Collected data entries =>
■ ■ ■

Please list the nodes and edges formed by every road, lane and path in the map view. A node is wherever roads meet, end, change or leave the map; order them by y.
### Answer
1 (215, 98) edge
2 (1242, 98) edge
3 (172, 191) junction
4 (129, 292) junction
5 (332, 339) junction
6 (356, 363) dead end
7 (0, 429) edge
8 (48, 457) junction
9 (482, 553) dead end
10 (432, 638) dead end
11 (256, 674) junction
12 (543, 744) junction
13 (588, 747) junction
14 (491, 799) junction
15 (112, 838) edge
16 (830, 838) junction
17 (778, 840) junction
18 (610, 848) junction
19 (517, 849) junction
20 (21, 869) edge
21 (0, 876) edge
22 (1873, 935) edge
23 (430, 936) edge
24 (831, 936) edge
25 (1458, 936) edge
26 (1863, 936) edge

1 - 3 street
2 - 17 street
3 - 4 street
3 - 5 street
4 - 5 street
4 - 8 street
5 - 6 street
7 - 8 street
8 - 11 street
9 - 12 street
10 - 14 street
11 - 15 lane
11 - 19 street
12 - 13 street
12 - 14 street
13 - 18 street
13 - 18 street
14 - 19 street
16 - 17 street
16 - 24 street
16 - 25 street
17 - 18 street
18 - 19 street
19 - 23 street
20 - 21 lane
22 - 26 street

■ ■ ■

WHAT TO PRODUCE => Having read the records, return each one exactly.

ANSWER AREA =>
Please list the nodes and edges formed by every road, lane and path in the map view. A node is wherever roads meet, end, change or leave the map; order them by y.
### Answer
1 (215, 98) edge
2 (1242, 98) edge
3 (172, 191) junction
4 (129, 292) junction
5 (332, 339) junction
6 (356, 363) dead end
7 (0, 429) edge
8 (48, 457) junction
9 (482, 553) dead end
10 (432, 638) dead end
11 (256, 674) junction
12 (543, 744) junction
13 (588, 747) junction
14 (491, 799) junction
15 (112, 838) edge
16 (830, 838) junction
17 (778, 840) junction
18 (610, 848) junction
19 (517, 849) junction
20 (21, 869) edge
21 (0, 876) edge
22 (1873, 935) edge
23 (430, 936) edge
24 (831, 936) edge
25 (1458, 936) edge
26 (1863, 936) edge

1 - 3 street
2 - 17 street
3 - 4 street
3 - 5 street
4 - 5 street
4 - 8 street
5 - 6 street
7 - 8 street
8 - 11 street
9 - 12 street
10 - 14 street
11 - 15 lane
11 - 19 street
12 - 13 street
12 - 14 street
13 - 18 street
13 - 18 street
14 - 19 street
16 - 17 street
16 - 24 street
16 - 25 street
17 - 18 street
18 - 19 street
19 - 23 street
20 - 21 lane
22 - 26 street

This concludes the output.